Untargeted DNA Adductomics Identifies Aristolochic Acid III as a Potent DNA-Damaging Agent among 11 Substituted Aromatic Genotoxicants in the Rat Urinary System.

An untargeted, data-independent acquisition high-resolution accurate tandem mass spectrometry method using an Orbitrap mass spectrometer was employed to screen for DNA adducts formed from 11 environmental and dietary aromatic or substituted aromatic carcinogens in the kidney, urinary bladder, prostate, pancreas, liver, and the lung of male rats 24 h after treatment. Among the carcinogens investigated, DNA adducts of the structurally related nitrophenanthrenes 3-nitrobenzanthrone (3-NBA), an atmospheric pollutant, and 8-methoxy-6-nitrophenanthro[3,4-d]-1,3-dioxole-5-carboxylic acid (AA-I), a naturally occurring genotoxicant from Aristolochiaceae plants, were the most abundant across most organs, forming both 2'-deoxyguanosine (dG) and 2'-deoxyadenosine (dA) adducts. In contrast, significantly lower DNA adduct levels were formed with the aromatic amine 4-aminobiphenyl and 2-nitrofluorene, an oxidized derivative of 2-aminofluorene; the heterocyclic aromatic amines 2-amino-3,8-dimethylimidazo[4,5-f]quinoxaline, 2-amino-1-methyl-6-phenylimidazo[4,5-b]pyridine, 2-amino-α-carboline, and 2-amino-3-methyl-α-carboline; and the polycyclic aromatic hydrocarbon benzo[a]pyrene. DNA adducts of o-toluidine and 2-naphthylamine were not detected.

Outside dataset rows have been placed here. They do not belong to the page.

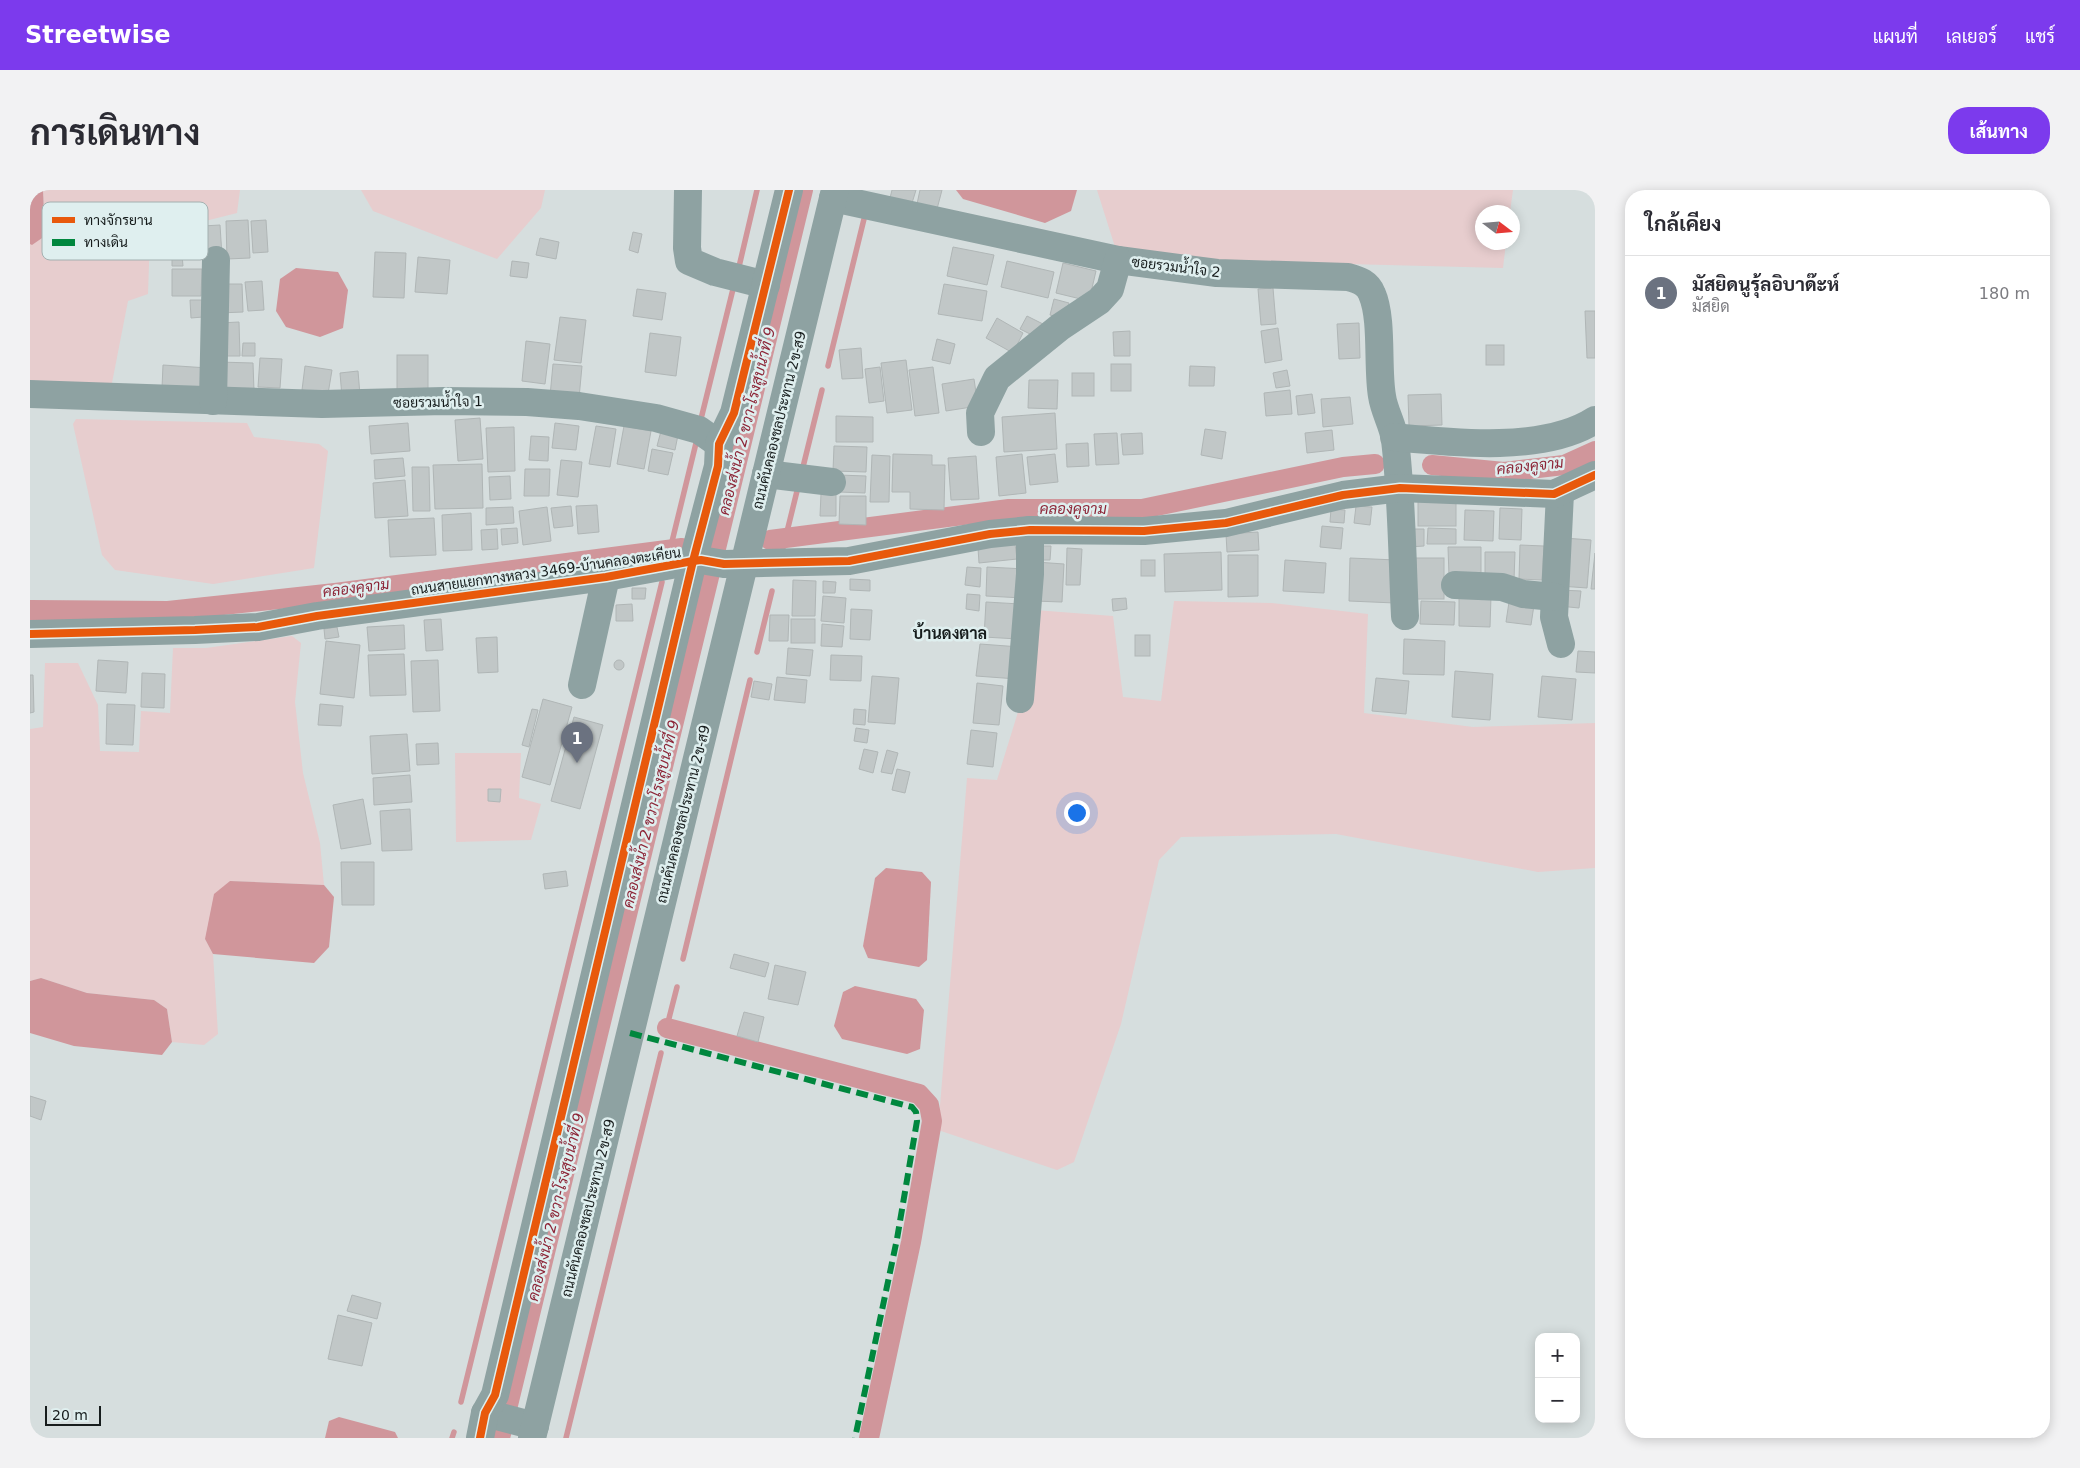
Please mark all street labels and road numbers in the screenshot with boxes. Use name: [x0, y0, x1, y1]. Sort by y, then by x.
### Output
street label: ซอยรวมน้ำใจ 2: [1131, 250, 1222, 280]
street label: ถนนคันคลองชลประทาน 2ข-ส9: [749, 329, 809, 511]
street label: ซอยรวมน้ำใจ 1: [393, 389, 483, 411]
street label: ถนนสายแยกทางหลวง 3469-บ้านคลองตะเคียน: [410, 543, 682, 598]
street label: ถนนคันคลองชลประทาน 2ข-ส9: [653, 723, 713, 905]
street label: ถนนคันคลองชลประทาน 2ข-ส9: [558, 1117, 618, 1299]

Most notably, 10-methoxy-6-nitrophenanthro[3,4-d]-1,3-dioxole-5-carboxylic acid (AA-III), an isomer of AA-I, which was later identified as a minor contaminant (5.3%) in the purified herbal extract assayed, exhibited strong organotropism for DNA damage within the urinary system. Dose-adjusted levels of dA and dG adducts of AA-III were 30 to 80 times higher than those of AA-I in the kidney and urinary bladder. This strikingly high organ-specific DNA adduct formation in the urinary system was unique to AA-III and was not observed for the structurally related 3-NBA and AA-I, or the other carcinogens tested. Given that AA-III frequently occurs with AA-I in Aristolochia herbs, these findings underscore the need for further research into the carcinogenic potential of AA-III and its role in renal and urinary bladder cancer associated with traditional herbal medicines.